HELP! Anyone know how to remove a starter from a 1995 Nissan Pathfinder?


----------



## NPath (Dec 12, 2004)

yomombo said:


> HELP! Anyone know how to remove a starter from a 1995 Nissan Pathfinder?


Loosen the wheel nuts of the RF tire and jack up the Pathfinder and place it on stands. Remove the nuts and wheel. 

From there, do what you can to get the 2 bolts... I believe there's 2 out of the starter. The bolt heads would be facing the rear, so you may have to reach in above the frame. 

One of them is easy, I believe the top bolt would be a little trouble getting at.


----------



## metro273 (Sep 16, 2005)

Don't forget to disconnect the ground(-) side of the battery so you don't spark or blow something. Also, don't forget to obviously disconnect the power cable from the starter and also the signal wire.


----------



## 88pathoffroad (Jun 6, 2004)

Try this. NPORA forum How-To on replacing your starter


----------



## Zilverado (Sep 25, 2002)

Hey welcome to the board!!!

So what makes you think that your problem is the starter? I also recently had a no-start situation on my '92 - - the solenoid would just rapid click. Plenty of juice in the battery, and I cleaned up the cables, so I thought the starter had calfed. Before starting the R&R, I did a few additional checks and REALLY CLEANED the battery terminals, and WHALA! that was my problem.
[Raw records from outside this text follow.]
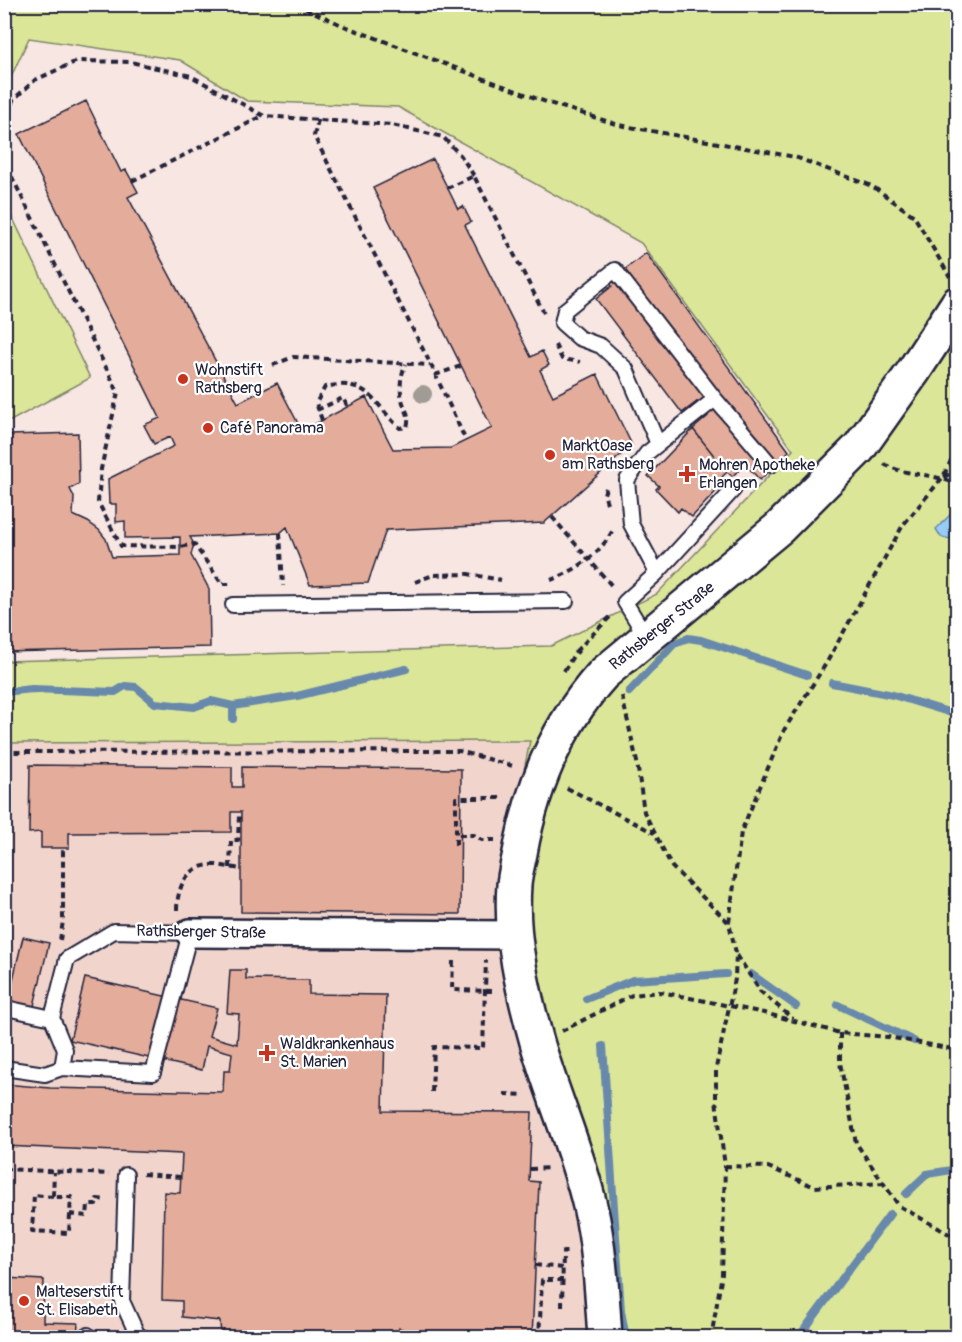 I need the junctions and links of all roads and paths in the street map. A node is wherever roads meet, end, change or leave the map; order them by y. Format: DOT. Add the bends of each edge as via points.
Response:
graph roads {
  1 [pos="16,4"];
  2 [pos="296,4"];
  3 [pos="4,11"];
  4 [pos="264,116"];
  5 [pos="318,120"];
  6 [pos="4,124"];
  7 [pos="474,176"];
  8 [pos="132,181"];
  9 [pos="447,188"];
  10 [pos="957,282"];
  11 [pos="957,303"];
  12 [pos="543,323"];
  13 [pos="553,341"];
  14 [pos="582,362"];
  15 [pos="406,364"];
  16 [pos="273,365"];
  17 [pos="431,365"];
  18 [pos="461,366"];
  19 [pos="435,375"];
  20 [pos="715,399"];
  21 [pos="348,407"];
  22 [pos="317,410"];
  23 [pos="322,420"];
  24 [pos="466,441"];
  25 [pos="658,444"];
  26 [pos="957,446"];
  27 [pos="859,448"];
  28 [pos="771,465"];
  29 [pos="957,470"];
  30 [pos="943,477"];
  31 [pos="957,485"];
  32 [pos="608,486"];
  33 [pos="734,489"];
  34 [pos="608,504"];
  35 [pos="552,517"];
  36 [pos="615,526"];
  37 [pos="280,533"];
  38 [pos="589,557"];
  39 [pos="657,573"];
  40 [pos="503,580"];
  41 [pos="550,580"];
  42 [pos="414,582"];
  43 [pos="232,584"];
  44 [pos="273,584"];
  45 [pos="283,584"];
  46 [pos="292,585"];
  47 [pos="566,601"];
  48 [pos="625,602"];
  49 [pos="283,604"];
  50 [pos="233,605"];
  51 [pos="647,638"];
  52 [pos="576,651"];
  53 [pos="563,673"];
  54 [pos="603,674"];
  55 [pos="4,752"];
  56 [pos="540,774"];
  57 [pos="504,798"];
  58 [pos="239,815"];
  59 [pos="655,833"];
  60 [pos="456,845"];
  61 [pos="63,848"];
  62 [pos="230,868"];
  63 [pos="241,869"];
  64 [pos="729,923"];
  65 [pos="184,932"];
  66 [pos="454,935"];
  67 [pos="501,935"];
  68 [pos="736,953"];
  69 [pos="67,959"];
  70 [pos="485,991"];
  71 [pos="524,993"];
  72 [pos="730,1006"];
  73 [pos="12,1009"];
  74 [pos="52,1018"];
  75 [pos="793,1020"];
  76 [pos="840,1033"];
  77 [pos="538,1043"];
  78 [pos="957,1050"];
  79 [pos="4,1068"];
  80 [pos="62,1068"];
  81 [pos="432,1092"];
  82 [pos="725,1166"];
  83 [pos="4,1169"];
  84 [pos="54,1172"];
  85 [pos="181,1177"];
  86 [pos="126,1179"];
  87 [pos="884,1183"];
  88 [pos="53,1197"];
  89 [pos="70,1214"];
  90 [pos="957,1239"];
  91 [pos="574,1252"];
  92 [pos="536,1265"];
  93 [pos="563,1268"];
  94 [pos="562,1280"];
  95 [pos="562,1307"];
  96 [pos="143,1338"];
  97 [pos="539,1338"];
  98 [pos="605,1338"];
  99 [pos="711,1338"];
  1 -- 3 [label="path"];
  2 -- 10 [label="path" via="534,98 618,125 795,157 872,186 914,216 949,276"];
  4 -- 5 [label="path"];
  4 -- 6 [label="path" via="192,76 131,62 77,61 35,80 13,100"];
  4 -- 8 [label="path"];
  5 -- 7 [label="path" via="392,125 443,137"];
  5 -- 17 [label="path" via="314,135"];
  6 -- 43 [label="path" via="10,173 118,392 98,501 121,546 194,544 222,584"];
  7 -- 9 [label="path"];
  7 -- 12 [label="path" via="544,313"];
  11 -- 27 [label="street, Rathsberger Straße"];
  13 -- 14 [label="path" via="562,359"];
  15 -- 16 [label="path" via="293,357"];
  15 -- 17 [label="path"];
  15 -- 22 [label="path" via="400,377 402,400 410,417 407,427 400,428 374,397 357,386 325,387 316,403"];
  17 -- 19 [label="path"];
  18 -- 19 [label="path"];
  19 -- 24 [label="path"];
  20 -- 25 [label="lane"];
  20 -- 25 [label="lane" via="615,270 565,310 562,323 579,338 601,346 626,369"];
  20 -- 28 [label="lane"];
  21 -- 22 [label="path" via="343,398"];
  22 -- 23 [label="path"];
  25 -- 39 [label="lane" via="627,480 631,524"];
  26 -- 30 [label="path"];
  27 -- 30 [label="path" via="895,470"];
  27 -- 51 [label="street, Rathsberger Straße" via="779,528"];
  29 -- 30 [label="path"];
  30 -- 31 [label="path"];
  30 -- 64 [label="path" via="903,525 827,662 784,730 741,832"];
  32 -- 34 [label="path" via="604,494"];
  33 -- 39 [label="lane"];
  35 -- 38 [label="path"];
  36 -- 38 [label="path" via="606,543"];
  37 -- 45 [label="path"];
  38 -- 41 [label="path" via="571,573"];
  38 -- 48 [label="path"];
  39 -- 48 [label="lane"];
  40 -- 42 [label="path" via="434,574"];
  44 -- 45 [label="path"];
  45 -- 46 [label="path"];
  45 -- 49 [label="path"];
  47 -- 49 [label="lane"];
  48 -- 51 [label="lane"];
  48 -- 52 [label="path"];
  49 -- 50 [label="lane"];
  51 -- 54 [label="street, Rathsberger Straße"];
  52 -- 53 [label="path"];
  52 -- 54 [label="path"];
  54 -- 56 [label="street, Rathsberger Straße" via="559,736"];
  54 -- 59 [label="path" via="623,697 644,812"];
  55 -- 56 [label="path" via="459,751"];
  56 -- 59 [label="path"];
  56 -- 67 [label="street, Rathsberger Straße"];
  57 -- 60 [label="path" via="456,798"];
  58 -- 62 [label="path" via="238,840 231,840"];
  59 -- 64 [label="path" via="672,867"];
  61 -- 69 [label="path" via="60,938"];
  62 -- 63 [label="path"];
  62 -- 65 [label="path" via="209,865 185,878 177,896"];
  64 -- 68 [label="path"];
  65 -- 66 [label="street, Rathsberger Straße"];
  65 -- 69 [label="lane, Rathsberger Straße" via="114,931"];
  65 -- 80 [label="lane" via="153,1073"];
  66 -- 67 [label="street, Rathsberger Straße"];
  66 -- 70 [label="path" via="452,990"];
  67 -- 70 [label="path"];
  67 -- 71 [label="street, Rathsberger Straße"];
  68 -- 72 [label="path"];
  68 -- 75 [label="path" via="760,991"];
  69 -- 74 [label="lane"];
  70 -- 71 [label="path"];
  70 -- 81 [label="path" via="483,1048 434,1047"];
  71 -- 77 [label="street, Rathsberger Straße"];
  72 -- 75 [label="path"];
  72 -- 77 [label="path" via="661,992 632,995"];
  72 -- 82 [label="path" via="717,1068 716,1101"];
  73 -- 74 [label="lane"];
  74 -- 80 [label="lane" via="65,1050"];
  75 -- 76 [label="path"];
  76 -- 78 [label="path"];
  76 -- 87 [label="path" via="840,1063 856,1143"];
  77 -- 98 [label="street, Rathsberger Straße" via="590,1207 600,1260"];
  79 -- 80 [label="lane" via="45,1074"];
  82 -- 87 [label="path" via="768,1167 815,1187"];
  82 -- 99 [label="path" via="722,1274"];
  83 -- 84 [label="path"];
  84 -- 86 [label="path"];
  84 -- 88 [label="path"];
  85 -- 86 [label="path"];
  86 -- 89 [label="path" via="108,1182 106,1200 88,1204 87,1216"];
  86 -- 96 [label="lane" via="122,1301 137,1334"];
  87 -- 90 [label="path" via="899,1206"];
  88 -- 89 [label="path" via="71,1197"];
  88 -- 89 [label="path" via="34,1196 32,1231 69,1233"];
  91 -- 93 [label="path" via="563,1252"];
  92 -- 93 [label="path"];
  93 -- 94 [label="path"];
  94 -- 95 [label="path"];
  94 -- 97 [label="path" via="542,1280"];
} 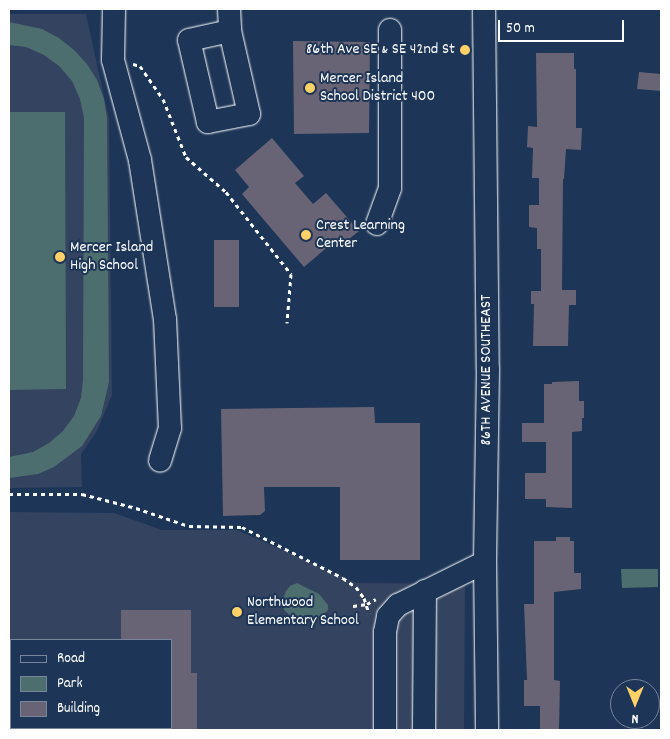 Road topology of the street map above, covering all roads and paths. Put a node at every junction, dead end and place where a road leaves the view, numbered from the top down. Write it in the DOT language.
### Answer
graph roads {
  1 [pos="114,9"];
  2 [pos="230,9"];
  3 [pos="484,9"];
  4 [pos="390,30"];
  5 [pos="230,31"];
  6 [pos="113,60"];
  7 [pos="377,224"];
  8 [pos="287,323"];
  9 [pos="160,460"];
  10 [pos="9,494"];
  11 [pos="485,562"];
  12 [pos="338,575"];
  13 [pos="425,591"];
  14 [pos="367,604"];
  15 [pos="353,606"];
  16 [pos="385,730"];
  17 [pos="424,730"];
  18 [pos="486,730"];
  1 -- 6 [label="street"];
  2 -- 5 [label="street"];
  3 -- 11 [label="street, 86TH AVENUE SOUTHEAST"];
  4 -- 7 [label="street"];
  6 -- 8 [label="path"];
  6 -- 9 [label="street"];
  10 -- 12 [label="path"];
  11 -- 13 [label="street"];
  11 -- 18 [label="street, 86TH AVENUE SOUTHEAST"];
  13 -- 16 [label="street"];
  13 -- 17 [label="street"];
  14 -- 15 [label="path"];
} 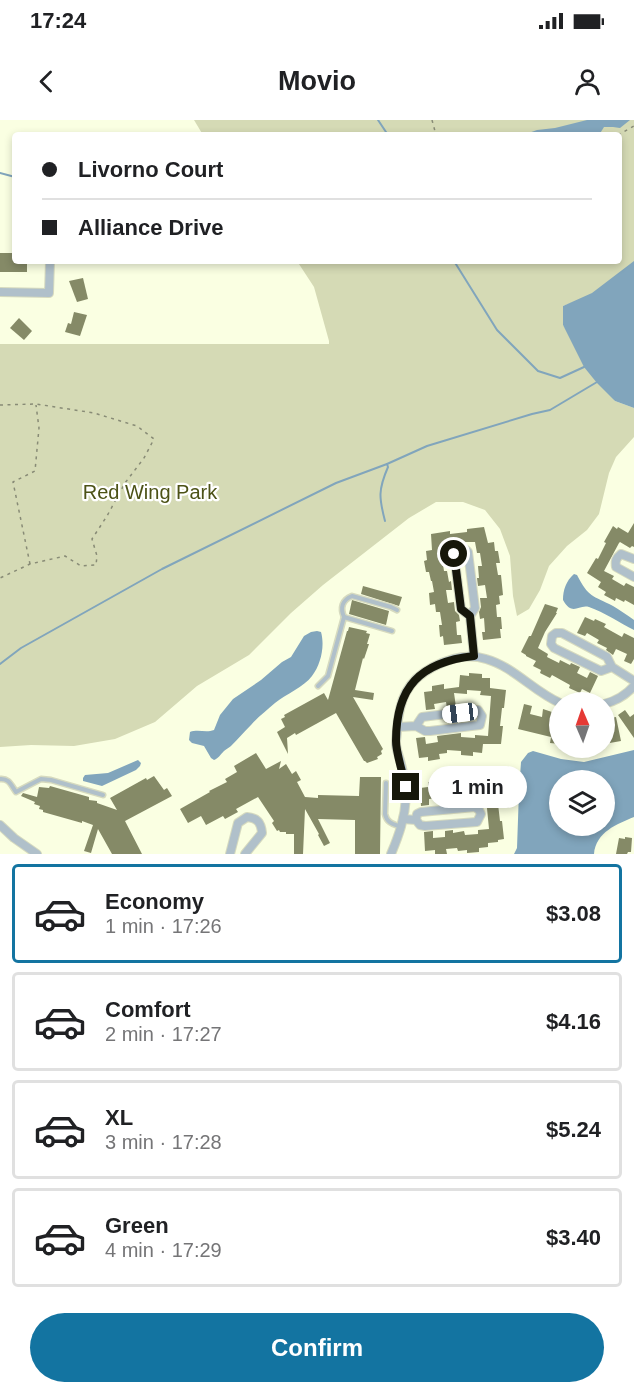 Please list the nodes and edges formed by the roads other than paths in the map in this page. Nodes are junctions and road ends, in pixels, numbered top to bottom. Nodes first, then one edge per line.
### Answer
1 (50, 264) edge
2 (0, 292) edge
3 (634, 559) edge
4 (634, 577) edge
5 (397, 610) dead end
6 (470, 616) junction
7 (344, 617) junction
8 (392, 631) dead end
9 (474, 656) junction
10 (612, 667) junction
11 (634, 681) edge
12 (318, 686) dead end
13 (634, 686) edge
14 (549, 699) edge
15 (615, 700) edge
16 (416, 726) junction
17 (398, 728) junction
18 (0, 779) edge
19 (386, 783) dead end
20 (103, 795) dead end
21 (416, 820) junction
22 (402, 823) junction
23 (0, 825) edge
24 (37, 854) edge
25 (230, 854) edge
26 (245, 854) edge
27 (391, 854) edge

1 - 2 street
3 - 4 street
5 - 7 lane
6 - 6 street
6 - 9 street
7 - 8 lane
7 - 12 lane
9 - 14 street
9 - 17 street
10 - 10 street
10 - 11 street
13 - 15 street
16 - 16 street
16 - 17 street
17 - 22 street
18 - 20 lane
19 - 22 lane
21 - 21 street
21 - 22 street
22 - 27 street
23 - 24 street
25 - 26 street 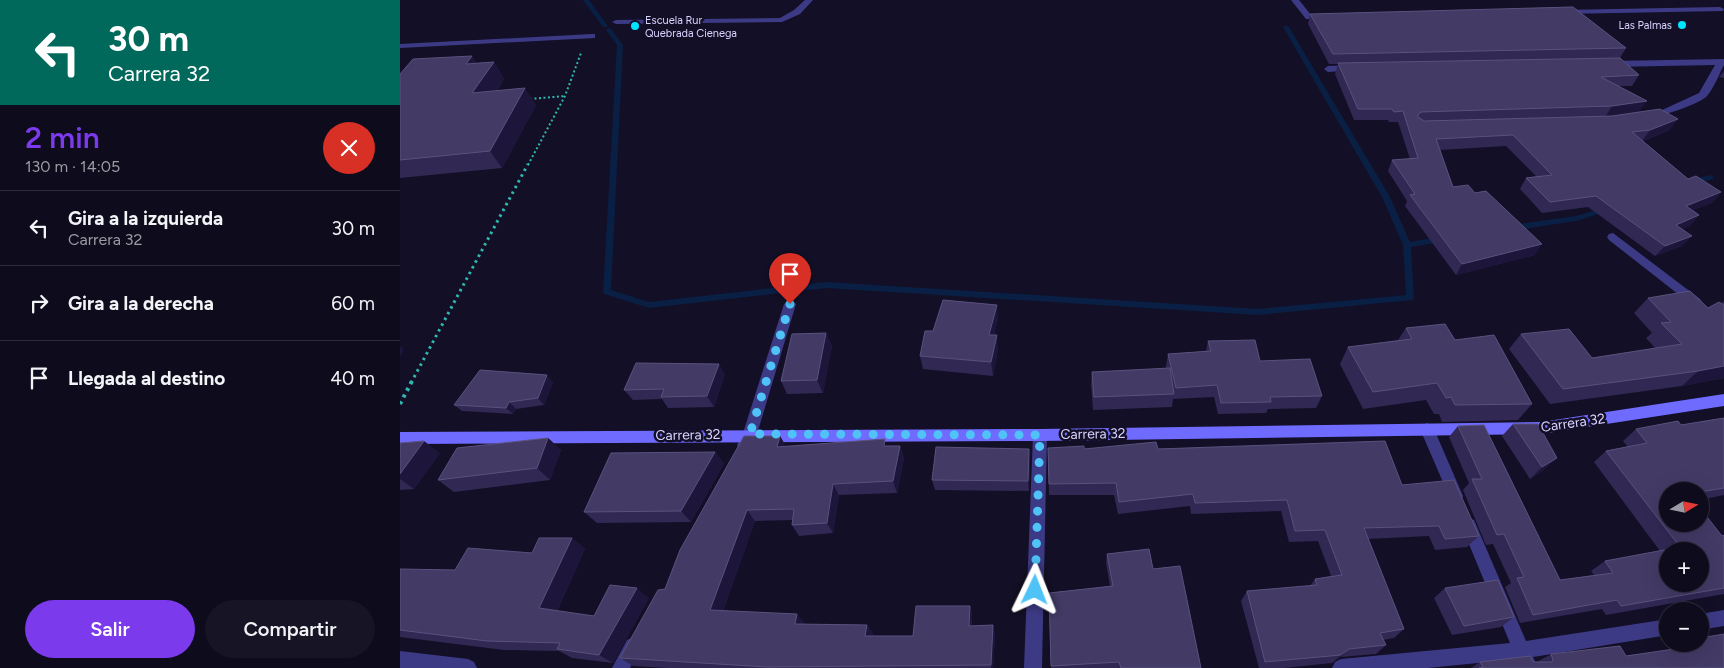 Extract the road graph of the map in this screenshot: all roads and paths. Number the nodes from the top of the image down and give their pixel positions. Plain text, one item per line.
1 (809, 0) edge
2 (1295, 0) edge
3 (1705, 0) edge
4 (1722, 11) edge
5 (1554, 12) edge
6 (1338, 17) edge
7 (616, 22) dead end
8 (592, 36) joint
9 (400, 46) edge
10 (1723, 62) edge
11 (1603, 64) edge
12 (1368, 68) edge
13 (1328, 69) dead end
14 (565, 96) junction
15 (526, 99) edge
16 (1633, 118) edge
17 (1613, 237) dead end
18 (790, 304) dead end
19 (1709, 313) edge
20 (1724, 400) edge
21 (400, 404) edge
22 (1427, 429) junction
23 (750, 434) junction
24 (1040, 435) junction
25 (400, 438) edge
26 (735, 460) edge
27 (1724, 618) edge
28 (1709, 620) edge
29 (1659, 628) edge
30 (640, 633) edge
31 (1522, 650) junction
32 (400, 660) edge
33 (468, 668) edge
34 (621, 668) edge
35 (1033, 668) edge
36 (1341, 668) edge
37 (1529, 668) edge

1 - 7 street
2 - 6 street
3 - 4 street
4 - 5 street
8 - 9 street
8 - 14 path
10 - 11 street
10 - 16 street
12 - 13 street
14 - 15 path
14 - 21 path
17 - 19 street
18 - 23 street
20 - 22 main road, Carrera 32
22 - 24 main road, Carrera 32
22 - 31 street
23 - 24 main road, Carrera 32
23 - 25 main road, Carrera 32
23 - 26 street
24 - 35 street
27 - 28 street
29 - 31 street
30 - 34 street
31 - 36 street
31 - 37 street
32 - 33 street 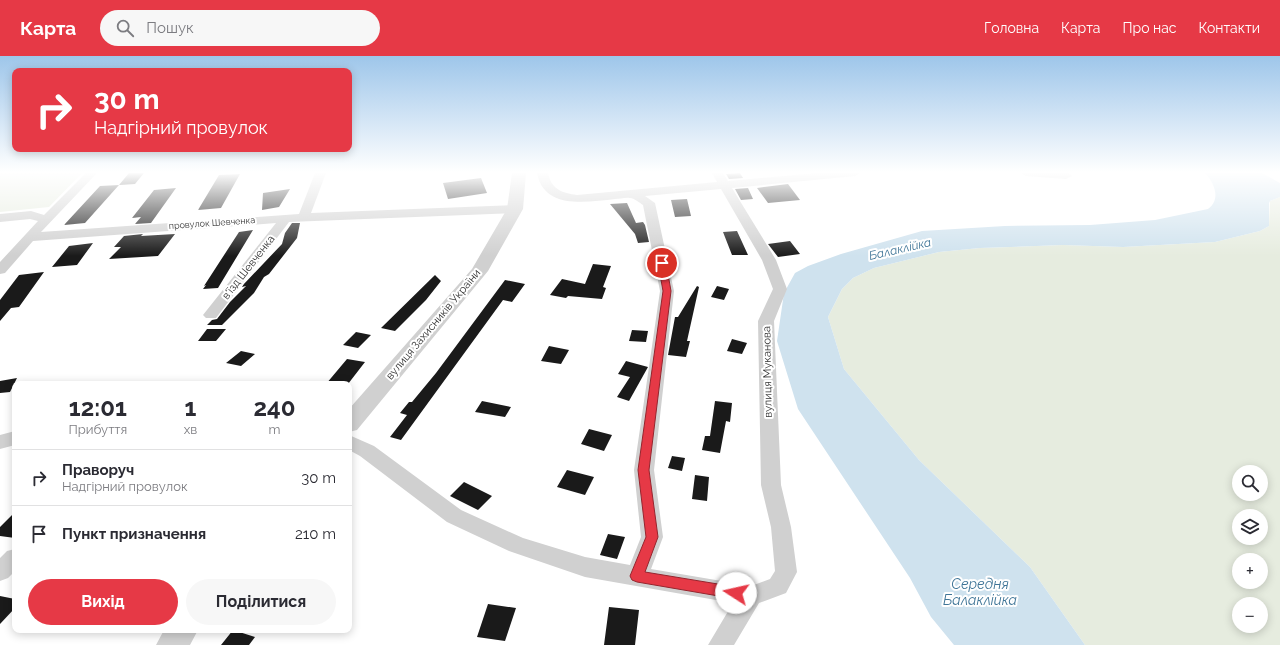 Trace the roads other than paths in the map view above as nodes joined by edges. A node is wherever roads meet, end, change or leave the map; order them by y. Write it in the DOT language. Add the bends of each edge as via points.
graph roads {
  1 [pos="66,200"];
  2 [pos="309,200"];
  3 [pos="516,200"];
  4 [pos="644,200"];
  5 [pos="733,200"];
  6 [pos="515,209"];
  7 [pos="304,217"];
  8 [pos="0,218"];
  9 [pos="285,219"];
  10 [pos="47,220"];
  11 [pos="29,237"];
  12 [pos="0,270"];
  13 [pos="211,315"];
  14 [pos="352,420"];
  15 [pos="12,439"];
  16 [pos="0,442"];
  17 [pos="352,444"];
  18 [pos="12,561"];
  19 [pos="0,572"];
  20 [pos="637,576"];
  21 [pos="751,596"];
  22 [pos="181,633"];
  23 [pos="171,645"];
  24 [pos="720,645"];
  1 -- 10 [label="street"];
  2 -- 7 [label="street"];
  3 -- 6 [label="street, вулиця Захисників України"];
  4 -- 20 [label="street" via="649,203 667,291 644,470 652,537"];
  5 -- 21 [label="street, вулиця Муканова" via="769,260 780,289 766,322 771,485 781,527 786,572 778,586"];
  6 -- 7 [label="street, провулок Шевченка"];
  6 -- 14 [label="street, вулиця Захисників України" via="479,271"];
  7 -- 9 [label="street, провулок Шевченка"];
  8 -- 10 [label="street" via="31,215"];
  9 -- 11 [label="street, провулок Шевченка"];
  9 -- 13 [label="street, в'їзд Шевченка"];
  10 -- 11 [label="street"];
  11 -- 12 [label="street"];
  15 -- 16 [label="street"];
  17 -- 20 [label="street" via="367,451 454,516 517,545 585,567"];
  18 -- 19 [label="street"];
  20 -- 21 [label="street"];
  21 -- 24 [label="street"];
  22 -- 23 [label="street"];
}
I'm not saying it's not a starter issue, but maybe look into it a little more before starting this project. From what I can see, it's a bit painful, especially if you have a 4wd.


----------



## yomombo (Dec 18, 2006)

thanks for all the help. i have the starter disconnected and hanging there but can't see how to get it out and replace with another. this is a 4 wheel drive 95 pathfinder. i am trying the wheel well suggestion tonight so any more detail would be appreciated. one guy said i need a special tool to go in that way??? the problem is definately the starter.


----------



## Zilverado (Sep 25, 2002)

I am not speaking from personal experience (since I ended up not removing mine), but from what I understand, I think the starter has to be worked forward, toward the front of the engine to get it out.


----------



## 88pathoffroad (Jun 6, 2004)

I take it you didn't read the forum topic I provided, cause all the info's in there. Your loss. *shrug*


----------